2.6. Analysis by Scanning Electron Microscopy
The microstructural analysis of the tissues (crown and fruit) treated with the aqueous extract was carried out after six days post-application of treatments. The protocol proposed by González-Estrada [21] was used for the preparation of the samples, and a scanning electron microscope MINI-SEM (SNE–3200M, South Korea) was used to obtain the micrographs.
2.7. Statistical Analysis
A bi-factorial design was used for the in vitro test. For mycelial growth and sporulation assays, five Petri dishes were used, and 5 Eppendorf tubes containing the tissue-based culture broth were used per replicate for germination. For in vivo tests, a uni-factorial design was used with 30 crowns and 30 fruits per replicate. In separate experiments, all tests were repeated twice. Analysis of variance (ANOVA) followed by Fisher’s LSD test were used [21]. The level of statistical significance was α = 0.05 using Minitab Statistical Software® (version 19.2020.1.0).
3. Results
3.1. Isolation, Pathogenicity Test, and Molecular Analysis of Fusarium sp.

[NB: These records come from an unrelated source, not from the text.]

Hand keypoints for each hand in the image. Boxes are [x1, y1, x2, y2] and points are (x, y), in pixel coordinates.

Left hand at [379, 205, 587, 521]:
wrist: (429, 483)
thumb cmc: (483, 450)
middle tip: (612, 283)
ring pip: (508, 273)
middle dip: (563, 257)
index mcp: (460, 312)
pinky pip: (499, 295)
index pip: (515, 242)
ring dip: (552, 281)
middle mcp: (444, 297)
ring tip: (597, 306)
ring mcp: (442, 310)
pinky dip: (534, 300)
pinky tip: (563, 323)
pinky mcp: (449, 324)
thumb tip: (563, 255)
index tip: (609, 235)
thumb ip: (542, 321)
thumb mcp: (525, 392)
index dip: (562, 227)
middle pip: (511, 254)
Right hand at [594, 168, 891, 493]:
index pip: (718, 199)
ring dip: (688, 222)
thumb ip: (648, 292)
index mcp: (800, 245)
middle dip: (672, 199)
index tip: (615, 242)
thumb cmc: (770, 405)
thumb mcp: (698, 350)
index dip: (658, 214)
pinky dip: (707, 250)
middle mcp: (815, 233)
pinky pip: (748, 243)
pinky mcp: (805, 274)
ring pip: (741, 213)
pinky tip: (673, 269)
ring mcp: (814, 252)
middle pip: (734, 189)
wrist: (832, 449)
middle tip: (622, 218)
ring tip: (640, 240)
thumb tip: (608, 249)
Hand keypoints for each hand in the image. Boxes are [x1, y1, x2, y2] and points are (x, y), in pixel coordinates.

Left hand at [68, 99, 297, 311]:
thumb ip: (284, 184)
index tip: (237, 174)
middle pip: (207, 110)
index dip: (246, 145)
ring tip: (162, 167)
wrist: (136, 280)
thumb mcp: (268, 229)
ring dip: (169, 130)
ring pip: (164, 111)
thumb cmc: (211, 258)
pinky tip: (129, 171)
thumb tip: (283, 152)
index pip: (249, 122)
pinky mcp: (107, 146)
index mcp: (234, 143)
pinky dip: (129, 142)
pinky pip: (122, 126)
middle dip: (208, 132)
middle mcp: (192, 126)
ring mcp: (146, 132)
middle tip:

The morphology of the Fusarium isolated from the banana is shown in Figure 1. A colony with a radial growth of six days old and a dense aerial mycelium predominantly violet pink in color with a white halo (Figure 1a) was observed; on the backside, the colony presented colors from violet to black violet with a yellow pale halo (Figure 1b). Single spores presented an ellipsoidal form (Figure 1c). In the pathogenicity test, fruit rot was evident after three days after inoculation by presenting a dark color in the inoculation zone; also, the fruit presented a softening area. At the end of the storage time (9 days), the crown rot and fruit presented an extensive necrotic area with the presence of a dense aerial white-gray mycelium (Figure 2a,b). The identification of the phytopathogenic fungi performed by PCR gave a size of 520 bp (Figure 1d). According to the comparison of the sequence of Fusarium sp. isolate with the GenBank database of the National Center for Biotechnology Information (NCBI, USA) [22], the isolated strain presented 100% identity with the fungus Fusarium musae with accession number OW986028 [23].
3.2. Chromatographic Analysis
The phenolic compounds found in the coconut mesocarp extract were gallic acid, protocatechuic acid, and chlorogenic acid (Figure 3), with retention times of 1.60 min, 2.44 min, and 3.86 min, respectively. There is little information on the profile of the phenolic compounds of coconut mesocarp by-products, which have reported the presence of epicatechin and 4-hydroxybenzoic acid, together with a smaller amount of ferulic acid [24].
3.3. In Vitro Antifungal Assay
Fusarium musae was successfully grown on the crown and fruit-based medium for six days at 25 °C (22% relative humidity). The mycelial development and spore germination were significantly different (p < 0.05) depending on the tissue (crown or fruit) and the extract concentration (Figure 4a,c). Overall, the extracts performed better on the crown-based medium than on the fruit medium using extracts at 5%. In vitro, assessments are crucial to determining the effectiveness of the plant extracts in a qualitative and quantitative way [19]. To our knowledge, this is the first time that in vitro conditions close to the conditions of Fusarium musae development on banana fruits have been simulated with a culture medium based on fruit tissues. Cortés-Rivera et al. [17] evaluated the inhibition of P. italicum in vitro in their investigation with the application of aqueous extracts from coconut mesocarp at 5%, and 76% mycelial inhibition was obtained. Conversely, in this investigation, only 26% was obtained using the same concentration of extracts. The germination process was strongly inhibited (p < 0.05), ranging from 81 to 91% compared to the control (0%) (Figure 4c). For the sporulation test, the treatments and the type of tissue (Figure 4b) were significant (p < 0.05). The results of this research suggest an important affectation of the mycelia, due to lower spore production ranging from 1.23 × 104 to 6.14 × 104 spores/mL compared to the control in the crown medium (1.21 × 105 spores/mL) and fruit medium (1.82 × 105 spores/mL) (Figure 4b).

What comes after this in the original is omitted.